On 15 March 2021, the patient received the first dose of the anti‐COVID‐19 AdV‐vaccine AZD1222. There were no systemic or local side effects during the first days after vaccination. However, erythematous confluent macules spread out symmetrically over the entire body 10 days later, concomitantly with malaise, fatigue, and acute pain in multiple muscles and joints (Fig 1). The patient was, therefore, admitted to our hospital. A skin biopsy taken from the left lower leg revealed typical features of cutaneous lupus erythematosus (CLE; vacuolar interface dermatitis, dense dermal lymphocytic infiltrates, and strong mucin deposition) as well as a positive lupus band test (linear immunoglobulin class‐G deposits at the dermoepidermal junction; Fig. 2). Laboratory investigations at this time revealed increased anti‐double‐stranded DNA antibody levels, leukocytopenia (3.2 × 109/L, normal 4.4–11.0 × 109/L) and C3/C4‐hypocomplementemia (C3: 48 mg/dL, normal 90–170 mg/dL; C4: 3, normal 18–49 mg/dL). These findings indicate a transition of SCLE into SLE, fulfilling the current SLE classification criteria. 2 Under tapered glucocorticosteroid therapy with prednisolone 250 mg/day, the skin lesions and systemic symptoms significantly improved within 7 days.

Figure 2.

Figure 2

(a) Vacuolar interface dermatitis and dense dermal lymphocytic infiltrates, 4 mm punch biopsy taken from the left lower leg. (haematoxylin and eosin, original magnification ×100). (b) Strong dermal mucine deposition (alcian blue staining, original magnification x 100). (c) Linear immunoglobulin class‐G deposits at the dermoepidermal junction (called positive lupus band) from non‐UV‐exposed skin (lower legs).

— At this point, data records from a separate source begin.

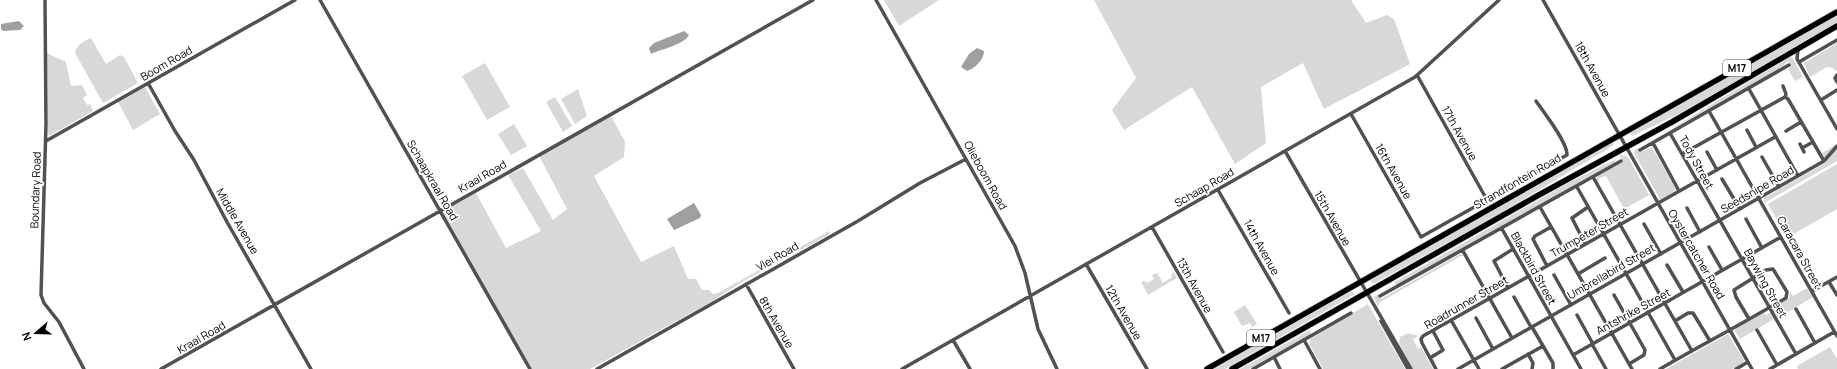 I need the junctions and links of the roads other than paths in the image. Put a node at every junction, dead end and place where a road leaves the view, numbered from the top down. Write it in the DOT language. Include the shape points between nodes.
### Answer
graph roads {
  1 [pos="45,0"];
  2 [pos="295,0"];
  3 [pos="320,0"];
  4 [pos="813,0"];
  5 [pos="876,0"];
  6 [pos="1499,0"];
  7 [pos="1543,0"];
  8 [pos="1837,12"];
  9 [pos="1837,26"];
  10 [pos="1837,40"];
  11 [pos="1799,47"];
  12 [pos="1785,54"];
  13 [pos="1798,61"];
  14 [pos="1789,65"];
  15 [pos="1417,75"];
  16 [pos="1837,75"];
  17 [pos="1837,82"];
  18 [pos="148,83"];
  19 [pos="1783,86"];
  20 [pos="1749,89"];
  21 [pos="1837,90"];
  22 [pos="1785,97"];
  23 [pos="1821,100"];
  24 [pos="1536,102"];
  25 [pos="1760,110"];
  26 [pos="1709,111"];
  27 [pos="1351,114"];
  28 [pos="1802,122"];
  29 [pos="1837,129"];
  30 [pos="1747,130"];
  31 [pos="1786,130"];
  32 [pos="1721,132"];
  33 [pos="1670,133"];
  34 [pos="1619,134"];
  35 [pos="1775,136"];
  36 [pos="46,141"];
  37 [pos="1813,142"];
  38 [pos="1653,143"];
  39 [pos="1800,144"];
  40 [pos="1837,146"];
  41 [pos="1626,147"];
  42 [pos="1756,147"];
  43 [pos="1802,148"];
  44 [pos="1640,150"];
  45 [pos="1285,151"];
  46 [pos="1707,152"];
  47 [pos="1804,152"];
  48 [pos="1682,154"];
  49 [pos="1762,157"];
  50 [pos="966,159"];
  51 [pos="1736,159"];
  52 [pos="1621,161"];
  53 [pos="1824,161"];
  54 [pos="1717,170"];
  55 [pos="1798,176"];
  56 [pos="1593,177"];
  57 [pos="1722,179"];
  58 [pos="1697,181"];
  59 [pos="1577,187"];
  60 [pos="1779,187"];
  61 [pos="1218,190"];
  62 [pos="1679,191"];
  63 [pos="1759,198"];
  64 [pos="1488,200"];
  65 [pos="1658,204"];
  66 [pos="1540,207"];
  67 [pos="1588,207"];
  68 [pos="1687,208"];
  69 [pos="1740,209"];
  70 [pos="440,211"];
  71 [pos="1746,219"];
  72 [pos="1720,220"];
  73 [pos="1644,224"];
  74 [pos="1620,225"];
  75 [pos="1152,227"];
  76 [pos="1552,227"];
  77 [pos="1502,229"];
  78 [pos="1700,232"];
  79 [pos="1604,234"];
  80 [pos="1781,237"];
  81 [pos="1680,243"];
  82 [pos="1585,244"];
  83 [pos="1709,247"];
  84 [pos="1762,248"];
  85 [pos="1513,249"];
  86 [pos="1463,251"];
  87 [pos="1567,254"];
  88 [pos="1661,254"];
  89 [pos="1605,258"];
  90 [pos="1742,259"];
  91 [pos="1086,264"];
  92 [pos="1642,264"];
  93 [pos="1667,265"];
  94 [pos="1547,266"];
  95 [pos="1722,270"];
  96 [pos="1626,273"];
  97 [pos="1578,274"];
  98 [pos="1554,275"];
  99 [pos="1529,277"];
  100 [pos="1837,277"];
  101 [pos="1753,278"];
  102 [pos="1360,282"];
  103 [pos="1702,282"];
  104 [pos="1829,282"];
  105 [pos="746,284"];
  106 [pos="1508,288"];
  107 [pos="1367,292"];
  108 [pos="1683,292"];
  109 [pos="1812,292"];
  110 [pos="1590,294"];
  111 [pos="1614,295"];
  112 [pos="1837,295"];
  113 [pos="1030,296"];
  114 [pos="1380,296"];
  115 [pos="1514,297"];
  116 [pos="1490,299"];
  117 [pos="1665,303"];
  118 [pos="275,305"];
  119 [pos="1571,305"];
  120 [pos="1769,308"];
  121 [pos="1796,309"];
  122 [pos="1378,311"];
  123 [pos="1648,312"];
  124 [pos="1289,313"];
  125 [pos="1351,314"];
  126 [pos="1577,315"];
  127 [pos="1551,316"];
  128 [pos="1476,318"];
  129 [pos="1749,319"];
  130 [pos="1451,320"];
  131 [pos="1675,321"];
  132 [pos="1630,323"];
  133 [pos="1532,327"];
  134 [pos="1730,330"];
  135 [pos="1757,330"];
  136 [pos="1433,331"];
  137 [pos="1834,332"];
  138 [pos="1612,333"];
  139 [pos="1837,336"];
  140 [pos="1512,338"];
  141 [pos="953,340"];
  142 [pos="1304,340"];
  143 [pos="1710,341"];
  144 [pos="1815,343"];
  145 [pos="1592,344"];
  146 [pos="1543,346"];
  147 [pos="1493,349"];
  148 [pos="1692,351"];
  149 [pos="1223,352"];
  150 [pos="1528,354"];
  151 [pos="1796,354"];
  152 [pos="1573,355"];
  153 [pos="1274,358"];
  154 [pos="1430,358"];
  155 [pos="1474,360"];
  156 [pos="1675,360"];
  157 [pos="1748,362"];
  158 [pos="1629,364"];
  159 [pos="1776,365"];
  160 [pos="84,369"];
  161 [pos="161,369"];
  162 [pos="311,369"];
  163 [pos="530,369"];
  164 [pos="597,369"];
  165 [pos="794,369"];
  166 [pos="902,369"];
  167 [pos="970,369"];
  168 [pos="1057,369"];
  169 [pos="1147,369"];
  170 [pos="1207,369"];
  171 [pos="1232,369"];
  172 [pos="1253,369"];
  173 [pos="1280,369"];
  174 [pos="1320,369"];
  175 [pos="1408,369"];
  176 [pos="1411,369"];
  177 [pos="1436,369"];
  178 [pos="1458,369"];
  179 [pos="1479,369"];
  180 [pos="1502,369"];
  181 [pos="1532,369"];
  182 [pos="1553,369"];
  183 [pos="1581,369"];
  184 [pos="1606,369"];
  185 [pos="1632,369"];
  186 [pos="1660,369"];
  187 [pos="1736,369"];
  188 [pos="1752,369"];
  189 [pos="1770,369"];
  1 -- 36 [label="street, Boundary Road"];
  2 -- 18 [label="street, Boom Road"];
  3 -- 70 [label="street, Schaapkraal Road"];
  4 -- 70 [label="street, Kraal Road"];
  5 -- 50 [label="street, Olieboom Road"];
  6 -- 15 [label="street, Schaap Road"];
  7 -- 34 [label="street, 18th Avenue"];
  8 -- 34 [label="main road, Strandfontein Road / M17"];
  9 -- 11 [label="main road, Strandfontein Road / M17"];
  10 -- 13 [label="street"];
  11 -- 12 [label="main road, Strandfontein Road / M17"];
  11 -- 13 [label="street"];
  12 -- 13 [label="street"];
  12 -- 41 [label="main road, Strandfontein Road / M17"];
  13 -- 23 [label="street"];
  14 -- 20 [label="street"];
  15 -- 27 [label="street, Schaap Road"];
  15 -- 64 [label="street, 17th Avenue"];
  16 -- 17 [label="street"];
  18 -- 36 [label="street, Boom Road"];
  18 -- 118 [label="street, Middle Avenue"];
  19 -- 22 [label="street" via="1786,91"];
  20 -- 25 [label="street"];
  20 -- 26 [label="street"];
  21 -- 23 [label="street"];
  22 -- 25 [label="street"];
  22 -- 28 [label="street"];
  23 -- 29 [label="street"];
  24 -- 64 [label="street" via="1546,114 1567,154"];
  25 -- 32 [label="street"];
  25 -- 35 [label="street"];
  26 -- 32 [label="street, Caracara Street"];
  26 -- 33 [label="street"];
  27 -- 45 [label="street, Schaap Road"];
  27 -- 64 [label="street, 16th Avenue" via="1421,237"];
  28 -- 31 [label="street"];
  28 -- 37 [label="street"];
  30 -- 42 [label="street"];
  32 -- 48 [label="street"];
  32 -- 51 [label="street, Caracara Street"];
  33 -- 38 [label="street"];
  33 -- 48 [label="street, Tody Street"];
  34 -- 41 [label="street, 18th Avenue"];
  34 -- 102 [label="main road, Strandfontein Road / M17"];
  35 -- 42 [label="street, Trumpeter Street"];
  35 -- 55 [label="street"];
  36 -- 160 [label="street, Boundary Road" via="41,295"];
  37 -- 43 [label="street"];
  37 -- 53 [label="street"];
  38 -- 44 [label="street"];
  38 -- 62 [label="street"];
  39 -- 43 [label="street"];
  40 -- 53 [label="street, Seedsnipe Road"];
  41 -- 65 [label="street, Oystercatcher Road"];
  41 -- 107 [label="main road, Strandfontein Road / M17"];
  42 -- 51 [label="street, Trumpeter Street"];
  43 -- 47 [label="street"];
  45 -- 61 [label="street, Schaap Road"];
  45 -- 102 [label="street, 15th Avenue"];
  46 -- 54 [label="street"];
  48 -- 58 [label="street, Tody Street"];
  49 -- 60 [label="street"];
  50 -- 105 [label="street, Vlei Road"];
  50 -- 113 [label="street, Olieboom Road" via="1015,246"];
  51 -- 54 [label="street, Trumpeter Street"];
  51 -- 63 [label="street, Caracara Street"];
  52 -- 56 [label="street"];
  53 -- 55 [label="street, Seedsnipe Road"];
  54 -- 58 [label="street, Trumpeter Street"];
  55 -- 60 [label="street, Seedsnipe Road"];
  56 -- 59 [label="street"];
  56 -- 74 [label="street"];
  57 -- 69 [label="street"];
  58 -- 62 [label="street, Trumpeter Street"];
  58 -- 72 [label="street, Tody Street"];
  59 -- 66 [label="street"];
  59 -- 67 [label="street"];
  60 -- 63 [label="street, Seedsnipe Road"];
  61 -- 75 [label="street, Schaap Road"];
  61 -- 124 [label="street, 14th Avenue"];
  62 -- 65 [label="street, Trumpeter Street"];
  63 -- 69 [label="street, Seedsnipe Road"];
  63 -- 80 [label="street, Caracara Street"];
  65 -- 74 [label="street, Trumpeter Street"];
  65 -- 81 [label="street, Oystercatcher Road"];
  66 -- 76 [label="street"];
  66 -- 77 [label="street"];
  67 -- 79 [label="street"];
  67 -- 82 [label="street" via="1572,218"];
  68 -- 78 [label="street"];
  69 -- 72 [label="street, Seedsnipe Road"];
  70 -- 118 [label="street, Kraal Road"];
  70 -- 163 [label="street, Schaapkraal Road"];
  71 -- 84 [label="street"];
  72 -- 78 [label="street, Seedsnipe Road"];
  72 -- 90 [label="street, Baywing Street"];
  73 -- 88 [label="street"];
  74 -- 79 [label="street, Trumpeter Street"];
  74 -- 92 [label="street"];
  75 -- 91 [label="street, Schaap Road"];
  75 -- 149 [label="street, 13th Avenue"];
  76 -- 87 [label="street"];
  76 -- 94 [label="street" via="1534,239"];
  77 -- 85 [label="street, Blackbird Street"];
  77 -- 86 [label="street"];
  78 -- 81 [label="street, Seedsnipe Road"];
  79 -- 82 [label="street, Trumpeter Street"];
  79 -- 96 [label="street"];
  80 -- 84 [label="street, Antshrike Street"];
  80 -- 109 [label="street, Caracara Street"];
  81 -- 88 [label="street, Umbrellabird Street"];
  81 -- 103 [label="street, Oystercatcher Road"];
  82 -- 87 [label="street, Trumpeter Street"];
  83 -- 95 [label="street"];
  84 -- 90 [label="street, Antshrike Street"];
  85 -- 99 [label="street, Blackbird Street"];
  85 -- 106 [label="street" via="1494,261"];
  86 -- 114 [label="street"];
  86 -- 116 [label="street"];
  87 -- 94 [label="street, Trumpeter Street"];
  87 -- 97 [label="street"];
  88 -- 92 [label="street, Umbrellabird Street"];
  89 -- 97 [label="street"];
  90 -- 95 [label="street, Antshrike Street"];
  90 -- 101 [label="street, Baywing Street"];
  91 -- 113 [label="street, Schaap Road"];
  91 -- 169 [label="street, 12th Avenue"];
  92 -- 96 [label="street, Umbrellabird Street"];
  92 -- 117 [label="street"];
  93 -- 108 [label="street"];
  94 -- 99 [label="street, Trumpeter Street"];
  95 -- 103 [label="street, Antshrike Street"];
  96 -- 110 [label="street, Umbrellabird Street"];
  96 -- 123 [label="street"];
  97 -- 110 [label="street"];
  98 -- 119 [label="street"];
  99 -- 106 [label="street, Roadrunner Street"];
  99 -- 127 [label="street, Blackbird Street"];
  100 -- 104 [label="street"];
  101 -- 120 [label="street, Baywing Street"];
  101 -- 120 [label="street" via="1773,269 1787,292 1786,298"];
  101 -- 129 [label="street" via="1735,288 1734,292"];
  102 -- 107 [label="street, 15th Avenue"];
  102 -- 170 [label="main road, Strandfontein Road / M17"];
  103 -- 108 [label="street, Antshrike Street"];
  103 -- 134 [label="street, Oystercatcher Road"];
  104 -- 109 [label="street"];
  104 -- 112 [label="street"];
  105 -- 164 [label="street, Vlei Road"];
  105 -- 165 [label="street, 8th Avenue"];
  106 -- 116 [label="street, Roadrunner Street"];
  107 -- 122 [label="street, 15th Avenue"];
  107 -- 171 [label="main road, Strandfontein Road / M17"];
  108 -- 117 [label="street, Antshrike Street"];
  109 -- 137 [label="street, Caracara Street"];
  110 -- 119 [label="street, Umbrellabird Street"];
  110 -- 138 [label="street"];
  111 -- 132 [label="street"];
  113 -- 141 [label="street, Schaap Road"];
  113 -- 168 [label="street, Olieboom Road" via="1039,332"];
  115 -- 133 [label="street"];
  116 -- 130 [label="street, Roadrunner Street"];
  116 -- 140 [label="street"];
  117 -- 123 [label="street, Antshrike Street"];
  117 -- 131 [label="street"];
  118 -- 161 [label="street, Kraal Road"];
  118 -- 162 [label="street, Middle Avenue"];
  119 -- 127 [label="street, Umbrellabird Street"];
  120 -- 129 [label="street"];
  120 -- 151 [label="street, Baywing Street"];
  121 -- 144 [label="street"];
  122 -- 175 [label="street" via="1385,329"];
  122 -- 176 [label="street"];
  123 -- 132 [label="street, Antshrike Street"];
  123 -- 156 [label="street"];
  125 -- 142 [label="street"];
  126 -- 145 [label="street"];
  127 -- 133 [label="street, Umbrellabird Street"];
  127 -- 152 [label="street, Blackbird Street"];
  128 -- 147 [label="street"];
  129 -- 134 [label="street"];
  130 -- 136 [label="street, Roadrunner Street"];
  130 -- 155 [label="street"];
  131 -- 143 [label="street" via="1688,313 1693,313"];
  131 -- 148 [label="street"];
  132 -- 138 [label="street, Antshrike Street"];
  132 -- 158 [label="street" via="1646,352"];
  133 -- 140 [label="street, Umbrellabird Street"];
  133 -- 146 [label="street"];
  134 -- 143 [label="street"];
  134 -- 157 [label="street, Oystercatcher Road"];
  135 -- 159 [label="street"];
  136 -- 154 [label="street, Roadrunner Street" via="1421,339"];
  136 -- 154 [label="street" via="1443,350"];
  137 -- 139 [label="street, Caracara Street"];
  137 -- 144 [label="street"];
  138 -- 145 [label="street, Antshrike Street"];
  138 -- 158 [label="street"];
  140 -- 147 [label="street, Umbrellabird Street"];
  141 -- 166 [label="street, Schaap Road"];
  141 -- 167 [label="street"];
  142 -- 153 [label="street"];
  142 -- 174 [label="street"];
  143 -- 148 [label="street"];
  144 -- 151 [label="street"];
  145 -- 152 [label="street, Antshrike Street"];
  145 -- 184 [label="street"];
  146 -- 150 [label="street"];
  146 -- 182 [label="street" via="1554,365"];
  147 -- 155 [label="street, Umbrellabird Street"];
  148 -- 156 [label="street"];
  150 -- 180 [label="street"];
  150 -- 181 [label="street" via="1533,363"];
  151 -- 159 [label="street"];
  152 -- 183 [label="street, Blackbird Street"];
  153 -- 172 [label="street"];
  153 -- 173 [label="street"];
  154 -- 177 [label="street, Roadrunner Street"];
  155 -- 178 [label="street, Umbrellabird Street"];
  155 -- 179 [label="street"];
  156 -- 186 [label="street"];
  157 -- 187 [label="street"];
  157 -- 188 [label="street, Oystercatcher Road"];
  158 -- 185 [label="street"];
  159 -- 189 [label="street"];
}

So far, there is limited knowledge about the safety and efficacy of the COVID‐19 vaccines in patients with autoimmune rheumatic diseases, including cutaneous LE or SLE. 3 Nevertheless, a strong agreement exists that lupus patients should get vaccinated and might be prioritised before the general population. 3 , 4 Although rare, flares of SLE, new‐onset SLE or lupus‐like syndromes have been described following application of several vaccines, for example hepatitis‐B, HPV or influenza. 5 , 6 , 7 Interestingly, besides the production of high spike‐protein levels, both mRNA and AdV SARS‐CoV‐2‐vaccines trigger innate sensors by intrinsic adjuvant activity, resulting in the production of type I interferon (IFN) and multiple pro‐inflammatory cytokines. 1 Dysregulation of the type 1 IFN pathways plays a critical role in SLE. Moreover, type I IFN‐related genes are highly upregulated in CLE and correlate with disease activity. 8 , 9 Facing the close temporal relationship and absence of other potential trigger factors we speculate that AdV‐vaccination with AZD1222 might have caused the shift of SCLE into SLE in our patient. Interestingly, a case of Rowell’s syndrome, a particular subtype of SCLE, was recently reported after application of the mRNA‐vaccine BNT162b2, indicating that both types of SARS‐CoV‐2‐vaccines might induce or aggravate lupus‐like conditions. 10 Physicians treating patients with autoimmune rheumatic diseases should also consider SARS‐CoV‐2‐vaccination as a potential cause of unexplained disease deterioration.

Acknowledgement

Anke Bartröver, Tanja Kleinecke, and Stefanie Fittkau provided excellent technical assistance. The patient in this manuscript has given written informed consent to the publication of case details.